New Delhi: The 2023 NobelPrize in Literature is awarded to the Norwegian author Jon Fosse “for his innovative plays and prose which give voice to the unsayable.” This year’s #NobelPrize laureate in literature Jon Fosse was born in 1959 on the Norwegian west coast. His immense œuvre is written in Norwegian Nynorsk and spans a variety of genres consisting of plays, novels, poetry collections, essays, children’s books and translations.
Jon Fosse – awarded the 2023 NobelPrize in Literature – is today one of the most widely performed playwrights in the world and has become increasingly recognised for his prose. The human condition is the central theme of Fosse’s body of work, irrespective of genre.

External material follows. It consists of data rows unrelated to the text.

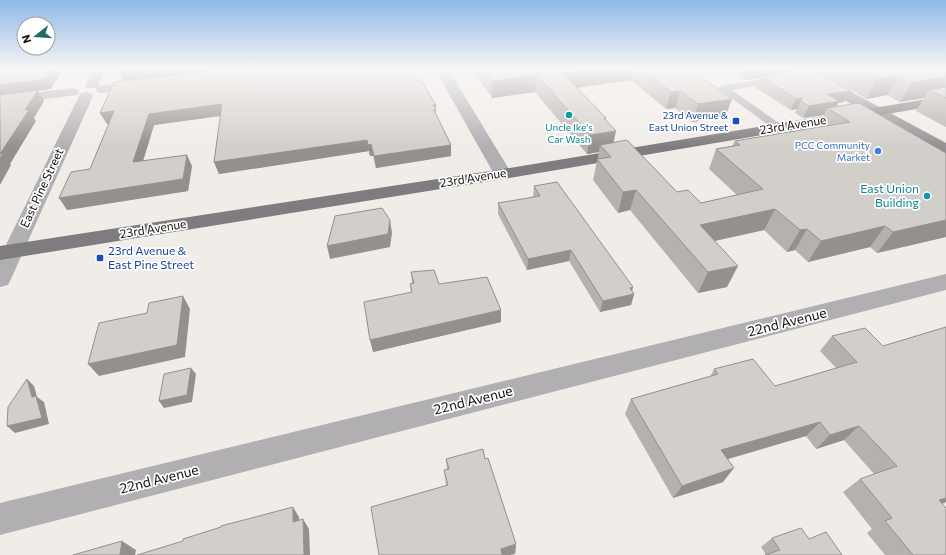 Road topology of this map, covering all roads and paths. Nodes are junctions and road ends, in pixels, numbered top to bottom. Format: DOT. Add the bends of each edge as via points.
graph roads {
  1 [pos="54,95"];
  2 [pos="86,95"];
  3 [pos="456,95"];
  4 [pos="733,95"];
  5 [pos="839,95"];
  6 [pos="946,100"];
  7 [pos="0,101"];
  8 [pos="875,112"];
  9 [pos="779,128"];
  10 [pos="946,150"];
  11 [pos="503,174"];
  12 [pos="7,252"];
  13 [pos="0,279"];
  14 [pos="945,284"];
  15 [pos="0,519"];
  1 -- 7 [label="street"];
  2 -- 12 [label="street, East Pine Street"];
  3 -- 11 [label="street"];
  4 -- 9 [label="lane"];
  5 -- 8 [label="main road"];
  6 -- 8 [label="main road, 23rd Avenue"];
  8 -- 9 [label="main road, 23rd Avenue"];
  8 -- 10 [label="main road"];
  9 -- 11 [label="main road, 23rd Avenue"];
  11 -- 12 [label="main road, 23rd Avenue"];
  12 -- 13 [label="street, East Pine Street"];
  14 -- 15 [label="street, 22nd Avenue"];
} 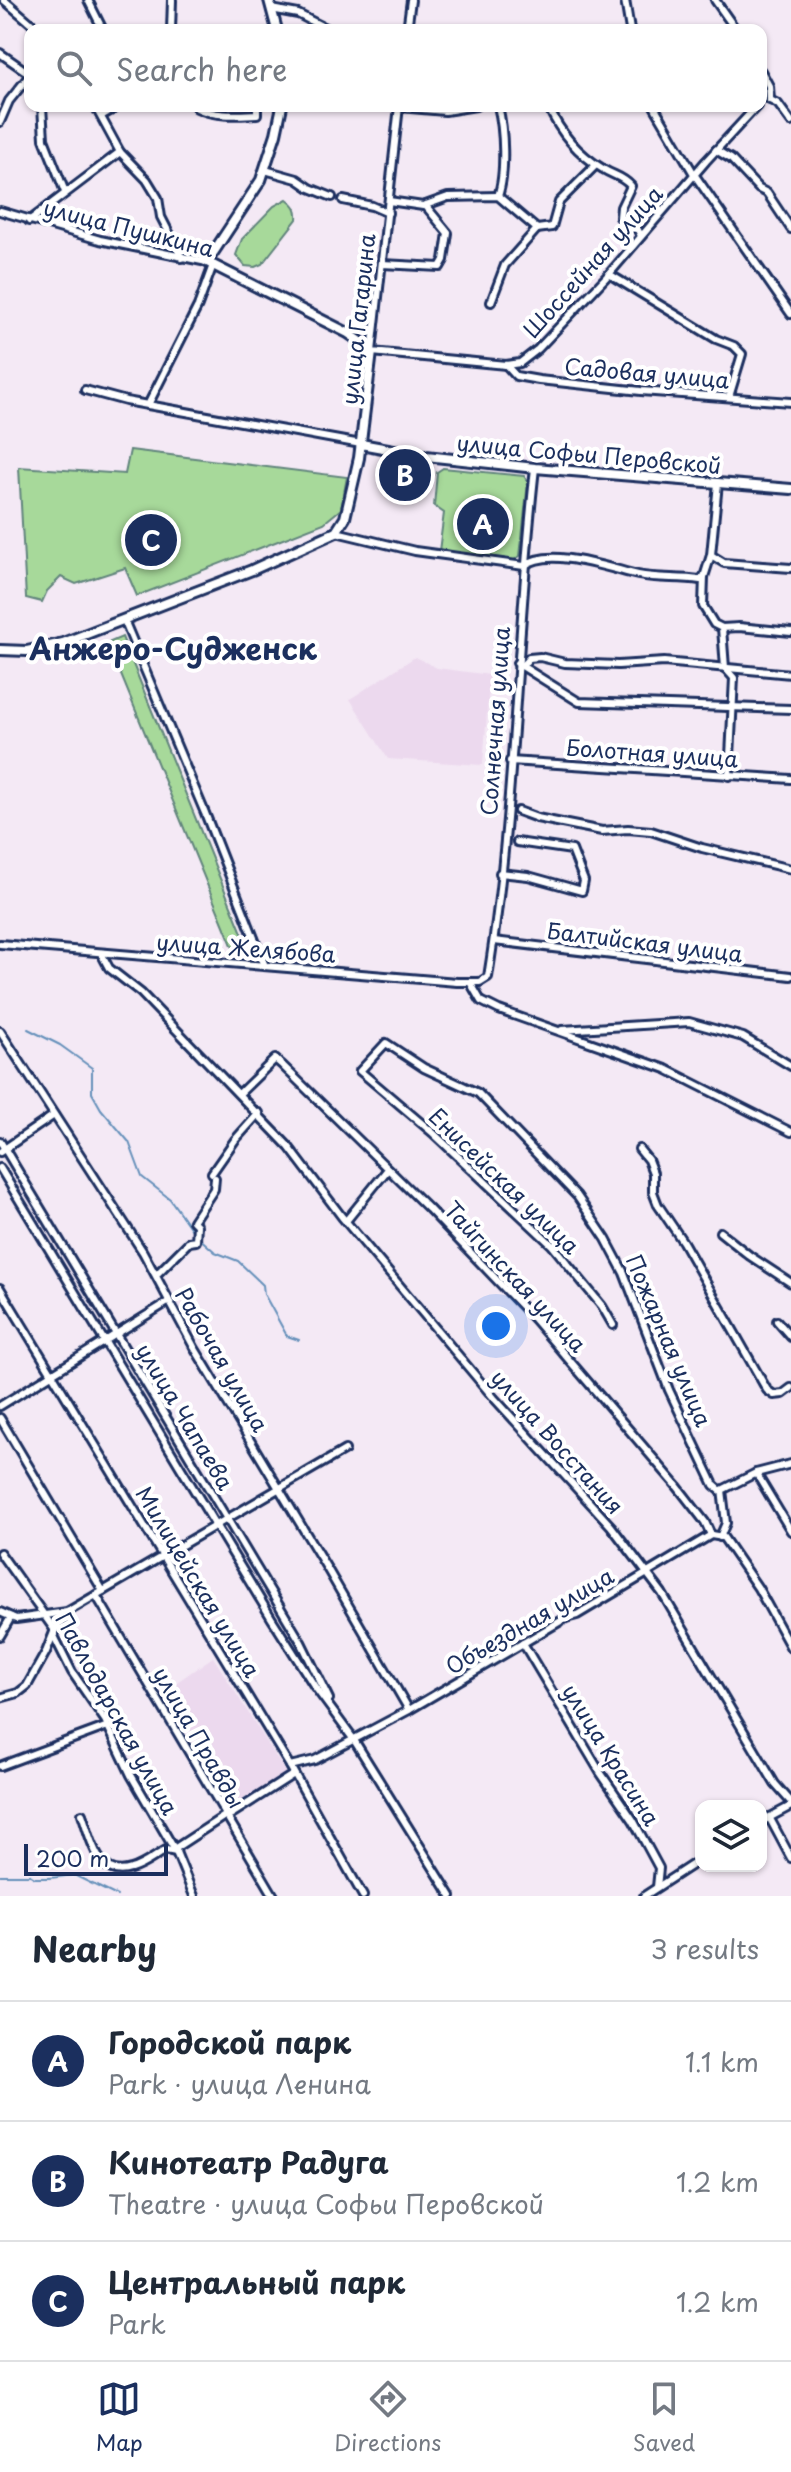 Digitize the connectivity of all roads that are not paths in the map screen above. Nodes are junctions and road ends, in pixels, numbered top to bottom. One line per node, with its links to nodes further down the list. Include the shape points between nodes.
1 (4, 0): 8 (street)
2 (88, 0): 9 (street)
3 (172, 0): 10 (street)
4 (411, 0): 12 (street)
5 (625, 0): 13 (street)
6 (715, 0): 14 (street)
7 (270, 5): 11 (street)
8 (32, 24)
9 (100, 24)
10 (171, 24)
11 (317, 24)
12 (408, 24)
13 (628, 24)
14 (732, 24)
15 (0, 53): 16 (street)
16 (24, 71)
17 (767, 82): 20 (street)
18 (24, 84): 19 (street)
19 (22, 87): 34 (street)
20 (770, 100): 21 (street, Шоссейная улица); 35 (street)
21 (767, 101)
22 (42, 112): 41 (street, via 44,139)
23 (99, 112): 33 (street)
24 (108, 112): 33 (street)
25 (205, 112): 26 (street)
26 (257, 112)
27 (281, 112): 39 (main road)
28 (398, 112): 45 (street, улица Гагарина)
29 (499, 112): 42 (street)
30 (551, 112): 38 (street, via 575,148)
31 (658, 112): 40 (street)
32 (752, 112): 36 (street, Шоссейная улица)
33 (101, 116): 37 (street)
34 (0, 122)
35 (791, 122)
36 (716, 150): 40 (street, Шоссейная улица); 51 (street, via 767,193)
37 (120, 152): 41 (street); 53 (street, via 158,198 161,217)
38 (596, 165): 50 (street, via 559,202 552,227); 52 (street, via 631,186 620,217)
39 (265, 170): 43 (street); 54 (main road)
40 (694, 174): 52 (street, Шоссейная улица); 58 (street)
41 (65, 192): 49 (street)
42 (498, 196): 46 (street, via 448,197); 50 (street)
43 (332, 197)
44 (343, 200): 48 (street)
45 (389, 201): 46 (street); 48 (street, улица Гагарина)
46 (425, 205): 55 (street, via 448,233 440,267)
47 (0, 211): 49 (street, улица Пушкина)
48 (388, 213): 55 (street, улица Гагарина)
49 (29, 221): 53 (street, улица Пушкина)
50 (537, 229): 57 (street, via 505,265)
51 (791, 229)
52 (641, 236): 56 (street, Шоссейная улица)
53 (182, 258): 54 (street, улица Пушкина)
54 (210, 264): 59 (main road, улица Пушкина, via 348,333); 64 (street, via 198,306)
55 (382, 264): 59 (street, улица Гагарина)
56 (609, 274): 60 (street, Шоссейная улица, via 538,349 520,363); 62 (street, via 742,354)
57 (491, 302)
58 (791, 314)
59 (372, 352): 60 (street); 65 (main road, улица Гагарина)
60 (506, 365): 62 (street, Садовая улица, via 516,376 539,380)
61 (85, 390): 64 (street, улица Софьи Перовской)
62 (729, 397): 63 (street, Садовая улица)
63 (791, 402)
64 (148, 405): 65 (street, улица Софьи Перовской)
65 (361, 444): 66 (main road, улица Софьи Перовской); 69 (main road, улица Гагарина, via 345,518)
66 (535, 468): 67 (main road, улица Софьи Перовской); 71 (street, Солнечная улица)
67 (718, 483): 68 (main road, улица Софьи Перовской); 70 (street)
68 (791, 489)
69 (336, 532): 71 (street, via 415,551); 74 (main road)
70 (711, 555): 72 (street, via 724,563); 73 (street)
71 (524, 566): 73 (street, via 549,558 640,575); 78 (street, Солнечная улица)
72 (791, 568)
73 (704, 577): 75 (street, via 703,606)
74 (124, 620): 77 (main road, via 63,643); 93 (street)
75 (722, 628): 76 (street); 79 (street)
76 (791, 632)
77 (0, 650)
78 (520, 664): 79 (street, via 540,657 565,663 664,662); 81 (street, via 579,702); 83 (street, Солнечная улица)
79 (725, 668): 80 (street); 81 (street, via 734,678)
80 (791, 674)
81 (733, 706): 82 (street); 84 (street)
82 (791, 709)
83 (510, 761): 84 (street, Болотная улица); 89 (street, Солнечная улица)
84 (729, 776): 85 (street, Болотная улица)
85 (791, 779)
86 (518, 811): 88 (street, via 602,831 651,831)
87 (517, 842): 89 (street, via 572,850 584,881 582,891)
88 (791, 869)
89 (500, 873): 90 (street, Солнечная улица)
90 (494, 941): 94 (street, Балтийская улица); 95 (street, Солнечная улица)
91 (0, 944): 92 (street, улица Желябова)
92 (101, 953): 93 (street, улица Желябова); 101 (street, улица Восстания, via 109,968 141,993)
93 (265, 966): 96 (street, улица Желябова)
94 (791, 976)
95 (488, 977): 96 (street, улица Желябова)
96 (470, 982): 97 (street, via 481,1001)
97 (551, 1029): 100 (street, via 689,1022 743,1037); 104 (street, via 666,1069)
98 (0, 1031): 103 (street, Рабочая улица)
99 (401, 1052): 117 (street, Енисейская улица, via 386,1043 360,1071 552,1245); 129 (street, Пожарная улица, via 478,1093 577,1196 624,1273 669,1390)
100 (791, 1066)
101 (240, 1093): 102 (street, улица Восстания); 109 (street, Тайгинская улица, via 275,1059)
102 (259, 1113): 110 (street, улица Восстания); 112 (street, via 213,1176 214,1189 193,1221 196,1241)
103 (54, 1115): 107 (street); 112 (street, Рабочая улица)
104 (791, 1132)
105 (0, 1141): 107 (street, улица Чапаева)
106 (639, 1149): 122 (street, via 653,1173 658,1205 767,1390 774,1395)
107 (2, 1150): 118 (street, улица Чапаева)
108 (0, 1168): 120 (street, улица Чапаева)
109 (388, 1169): 110 (street); 133 (street, Тайгинская улица, via 590,1382)
110 (346, 1221): 137 (street, улица Восстания)
111 (720, 1232): 113 (street)
112 (156, 1275): 115 (street, Рабочая улица)
113 (791, 1283)
114 (0, 1288): 121 (street, Милицейская улица)
115 (168, 1302): 118 (street); 128 (street, Рабочая улица)
116 (777, 1321): 119 (street)
117 (613, 1325)
118 (116, 1335): 120 (street); 130 (street, улица Чапаева)
119 (791, 1337)
120 (105, 1341): 121 (street); 131 (street, улица Чапаева)
121 (52, 1373): 123 (street); 136 (street, Милицейская улица)
122 (791, 1388)
123 (0, 1406)
124 (0, 1418): 138 (street, улица Правды)
125 (345, 1450): 128 (street)
126 (791, 1464): 127 (street)
127 (756, 1473): 129 (street); 132 (street)
128 (279, 1490): 130 (street); 148 (street, Рабочая улица)
129 (722, 1492): 134 (street, via 726,1523)
130 (227, 1520): 131 (street); 149 (street, улица Чапаева, via 301,1642)
131 (217, 1525): 136 (street); 149 (street, улица Чапаева, via 286,1642)
132 (791, 1531)
133 (711, 1535): 134 (street); 137 (street, Объездная улица)
134 (721, 1537): 146 (street, via 758,1588)
135 (0, 1553): 141 (street, Павлодарская улица)
136 (163, 1556): 138 (street); 153 (street, Милицейская улица)
137 (647, 1573): 145 (street, Объездная улица); 155 (street, улица Восстания)
138 (100, 1593): 140 (street); 157 (street, улица Правды)
139 (0, 1612): 142 (street)
140 (67, 1612): 141 (street); 143 (street)
141 (42, 1616): 142 (street); 143 (street, Павлодарская улица)
142 (11, 1617): 144 (street)
143 (54, 1632): 147 (street, via 27,1686); 150 (street, Павлодарская улица, via 72,1672)
144 (0, 1636)
145 (523, 1643): 148 (street, Объездная улица); 162 (street, улица Красина, via 633,1820 659,1868)
146 (791, 1648)
147 (0, 1698)
148 (409, 1710): 151 (street, Объездная улица)
149 (336, 1713): 151 (street, улица Чапаева)
150 (108, 1726): 152 (street); 159 (street, Павлодарская улица)
151 (354, 1740): 153 (street, Объездная улица); 166 (street, улица Чапаева)
152 (0, 1766)
153 (290, 1766): 154 (street, Милицейская улица)
154 (294, 1774): 157 (street); 165 (street, Милицейская улица)
155 (789, 1805): 158 (street)
156 (82, 1814): 159 (street, via 102,1865 110,1870 135,1869 166,1850)
157 (226, 1816): 159 (street); 164 (street, улица Правды)
158 (769, 1817): 160 (street)
159 (176, 1852): 163 (street, Павлодарская улица)
160 (791, 1858)
161 (695, 1863): 162 (street)
162 (657, 1887): 167 (street)
163 (194, 1896)
164 (274, 1896)
165 (363, 1896)
166 (451, 1896)
167 (644, 1896)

2023 #NobelPrize laureate Jon Fosse’s breakthrough as a dramatist came with the 1999 production of his play ‘Nokon kjem til å komme’ (1996; ‘Someone Is Going to Come’, 2002). With its themes of fearful anticipation and crippling jealousy, Fosse’s singularity is fully evident.
This year’s literature laureate Jon Fosse writes novels heavily pared down to a style that has come to be known as ‘Fosse minimalism’.
This can be seen in his second novel ‘Stengd gitar’ (1985), when Fosse presents us with a harrowing variation on one of his major themes, the critical moment of irresolution. A young mother leaves her flat to throw rubbish down the chute but locks herself out, with her baby still inside. Needing to go and seek help, she is unable to do so since she cannot abandon her child. While she finds herself, in Kafkaesque terms, ‘before the law’, the difference is clear: Fosse presents everyday situations that are instantly recognisable from our own lives.
Jon Fosse – awarded the 2023 #NobelPrize in Literature – has much in common with his great precursor in Norwegian Nynorsk literature Tarjei Vesaas. Fosse combines strong local ties, both linguistic and geographic, with modernist artistic techniques. He includes in his Wahlverwandschaften such names as Samuel Beckett, Thomas Bernhard and Georg Trakl.
While Fosse shares the negative outlook of his predecessors, his particular gnostic vision cannot be said to result in a nihilistic contempt of the world. Indeed, there is great warmth and humour in his work, and a naïve vulnerability to his stark images of human experience.
2023 literature laureate Jon Fosse presents everyday situations that are instantly recognisable in our own lives. His radical reduction of language and dramatic action expresses the most powerful human emotions of anxiety and powerlessness in the simplest terms.
It is through laureate Jon Fosse’s ability to evoke man’s loss of orientation, and how this paradoxically can provide access to a deeper experience close to divinity, that he has come to be regarded as a major innovator in contemporary theatre.